In Ingrid Newkirk’s new book, One Can Make a Difference, she got the chance to talk to Peter at his parents’ home in Sweden. She found out about the fascinating events that shaped his convictions on animal rights and learned exactly what it looks like to follow one’s deepest passions. Incredible! Check out this excerpt from Hammarstedt’s essay in the book:
The Canadian seal slaughter that I witnessed still gives me nightmares. People call it a “hunt” but I have yet to meet a single hunter who would call bashing baby seals over the head with clubs, “hunting.” I was there in 2005. The ice is absolutely surreal, heavenly, like a world made of broken fragments of mirrors that sparkle in the light, that reflect the colors of the rising and setting sun. It is a wonderland where mother seals come to have their babies, to leave them to bask in the sun, feeling that they are totally safe, being miles and miles away from man. Not realizing that the boats will come, that human greed will catch up with them and reduce them to a bloody pulp.
Humans don’t belong there at all. We must go there to confront the seal killers, to film what they do, to report their indefensible acts of unspeakable cruelty to the world, to witness their despicable acts that violate the International Seal Protection Act. We see an entire world of white turn to red as the seals’ blood runs across the ice. There are suddenly carcasses everywhere as the babies are killed with the blunt or sharp ends of the Hak-a-piks, and stomped, kicked more than once, sometimes six times or so with the sealers’ cleated boots.
During the hunt, I found myself running from the Royal Canadian Mounted Police. They’re there on the ice to protect seal killers, not seals. I had video evidence, and I didn’t want them to seize it. But they tackled me and knocked me to my stomach. I lay there, practicing passive resistance, my arms held behind my back. And as I turned my head, there, just two or three meters away, was a pup. I was so close to her, and her eyes and my eyes were linked together. I do believe she knew the difference, she knew I was not a sealer. As long as I lay there, she was safe.

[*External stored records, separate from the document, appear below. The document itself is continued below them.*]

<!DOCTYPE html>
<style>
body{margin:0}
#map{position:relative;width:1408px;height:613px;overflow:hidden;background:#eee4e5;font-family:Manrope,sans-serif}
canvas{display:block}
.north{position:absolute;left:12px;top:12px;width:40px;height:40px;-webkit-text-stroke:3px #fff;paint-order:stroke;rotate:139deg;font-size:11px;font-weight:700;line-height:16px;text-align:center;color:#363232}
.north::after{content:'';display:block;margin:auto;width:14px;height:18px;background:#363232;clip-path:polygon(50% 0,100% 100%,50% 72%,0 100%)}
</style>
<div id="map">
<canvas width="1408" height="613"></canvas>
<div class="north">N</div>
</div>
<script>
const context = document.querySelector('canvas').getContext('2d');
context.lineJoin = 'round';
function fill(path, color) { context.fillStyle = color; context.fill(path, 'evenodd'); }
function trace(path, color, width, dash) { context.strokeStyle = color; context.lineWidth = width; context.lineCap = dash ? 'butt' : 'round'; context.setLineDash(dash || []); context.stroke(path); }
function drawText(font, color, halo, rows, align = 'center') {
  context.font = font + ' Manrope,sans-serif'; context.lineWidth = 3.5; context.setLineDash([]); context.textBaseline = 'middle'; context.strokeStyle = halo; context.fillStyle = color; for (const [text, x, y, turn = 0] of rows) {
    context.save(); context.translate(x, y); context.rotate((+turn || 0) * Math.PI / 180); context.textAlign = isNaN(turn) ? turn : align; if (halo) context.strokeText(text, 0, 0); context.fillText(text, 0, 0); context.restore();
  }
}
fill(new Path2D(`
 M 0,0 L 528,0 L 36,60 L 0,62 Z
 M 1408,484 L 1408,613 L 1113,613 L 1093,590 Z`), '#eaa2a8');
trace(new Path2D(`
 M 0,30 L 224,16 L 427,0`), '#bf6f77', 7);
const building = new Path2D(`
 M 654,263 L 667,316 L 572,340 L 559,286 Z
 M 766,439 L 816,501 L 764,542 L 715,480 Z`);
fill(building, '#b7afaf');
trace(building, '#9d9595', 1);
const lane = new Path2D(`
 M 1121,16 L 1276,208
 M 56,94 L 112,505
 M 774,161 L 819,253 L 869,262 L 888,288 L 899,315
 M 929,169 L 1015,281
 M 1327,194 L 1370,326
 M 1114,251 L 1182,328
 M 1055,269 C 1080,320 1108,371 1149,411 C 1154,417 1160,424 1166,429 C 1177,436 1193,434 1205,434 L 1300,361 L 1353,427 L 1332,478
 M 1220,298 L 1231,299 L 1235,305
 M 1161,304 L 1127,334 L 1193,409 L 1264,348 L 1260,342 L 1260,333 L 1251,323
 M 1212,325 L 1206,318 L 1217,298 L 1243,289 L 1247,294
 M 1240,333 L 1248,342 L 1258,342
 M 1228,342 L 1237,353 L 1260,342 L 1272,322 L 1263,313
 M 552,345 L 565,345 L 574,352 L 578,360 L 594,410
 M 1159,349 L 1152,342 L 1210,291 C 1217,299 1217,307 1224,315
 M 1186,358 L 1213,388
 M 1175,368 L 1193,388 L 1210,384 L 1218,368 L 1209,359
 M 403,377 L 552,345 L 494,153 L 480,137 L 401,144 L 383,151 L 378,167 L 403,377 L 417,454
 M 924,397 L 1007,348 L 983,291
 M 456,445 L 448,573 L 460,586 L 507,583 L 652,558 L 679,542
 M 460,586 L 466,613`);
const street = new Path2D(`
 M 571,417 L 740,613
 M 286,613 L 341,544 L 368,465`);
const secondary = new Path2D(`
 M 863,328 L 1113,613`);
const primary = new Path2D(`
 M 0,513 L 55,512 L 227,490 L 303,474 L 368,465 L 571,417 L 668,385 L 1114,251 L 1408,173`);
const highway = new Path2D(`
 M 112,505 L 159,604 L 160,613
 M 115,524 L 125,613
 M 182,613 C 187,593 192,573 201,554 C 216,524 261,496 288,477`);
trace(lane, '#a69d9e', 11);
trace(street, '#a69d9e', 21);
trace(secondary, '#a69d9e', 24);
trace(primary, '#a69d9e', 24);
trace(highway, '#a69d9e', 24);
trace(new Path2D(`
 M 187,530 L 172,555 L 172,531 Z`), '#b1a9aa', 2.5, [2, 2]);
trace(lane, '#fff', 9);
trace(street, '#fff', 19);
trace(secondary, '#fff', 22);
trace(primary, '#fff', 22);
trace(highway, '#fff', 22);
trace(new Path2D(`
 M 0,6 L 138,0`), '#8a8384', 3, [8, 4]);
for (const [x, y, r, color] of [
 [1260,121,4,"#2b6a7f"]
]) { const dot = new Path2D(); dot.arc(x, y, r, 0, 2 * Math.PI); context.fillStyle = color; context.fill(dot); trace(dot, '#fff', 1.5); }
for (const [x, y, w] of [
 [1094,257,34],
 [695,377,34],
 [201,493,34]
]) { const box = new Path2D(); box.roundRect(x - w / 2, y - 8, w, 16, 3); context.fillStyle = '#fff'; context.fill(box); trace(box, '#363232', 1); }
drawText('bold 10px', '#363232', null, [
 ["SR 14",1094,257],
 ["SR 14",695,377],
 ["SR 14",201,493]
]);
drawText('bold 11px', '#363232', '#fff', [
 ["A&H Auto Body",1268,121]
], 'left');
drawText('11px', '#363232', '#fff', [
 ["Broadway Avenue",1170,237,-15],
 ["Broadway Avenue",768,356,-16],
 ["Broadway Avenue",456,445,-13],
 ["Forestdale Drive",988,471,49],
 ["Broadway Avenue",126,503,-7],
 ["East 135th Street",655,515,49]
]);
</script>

On a good day, we can stop sealing, but the hunt is massive, and they keep coming back. When I know I have saved a seal, it is an extremely personal experience. I don’t care then if I am locked up for years! We’re often assaulted, but we have to stand our ground. Our clients are the marine animals who have no way to fight for their lives; no power. I think Captain Watson (founder of the Sea Shepherd Conservation Society and founding director of Greenpeace Foundation) speaks for all of us, whether we are on the ice floes or the high seas. When he was challenged about sinking an empty whaling vessel in Iceland, he said, “The hell with you. I didn’t do it for you. I did it for the whales. Find me a whale who would disagree and I’ll stop.” These sea animals have real intelligence, which means they absolutely want to live in harmony with the world. Even the “stupidest” of animals wants that. Captain Watson was once confronted by a whaling boat captain who told him that the reason it is acceptable for human beings to slaughter these magnificent mammals is because “we” have moral reason and intelligence. Captain Watson just stared at him. What is the good of reason and intelligence if all you do is use it to harm others?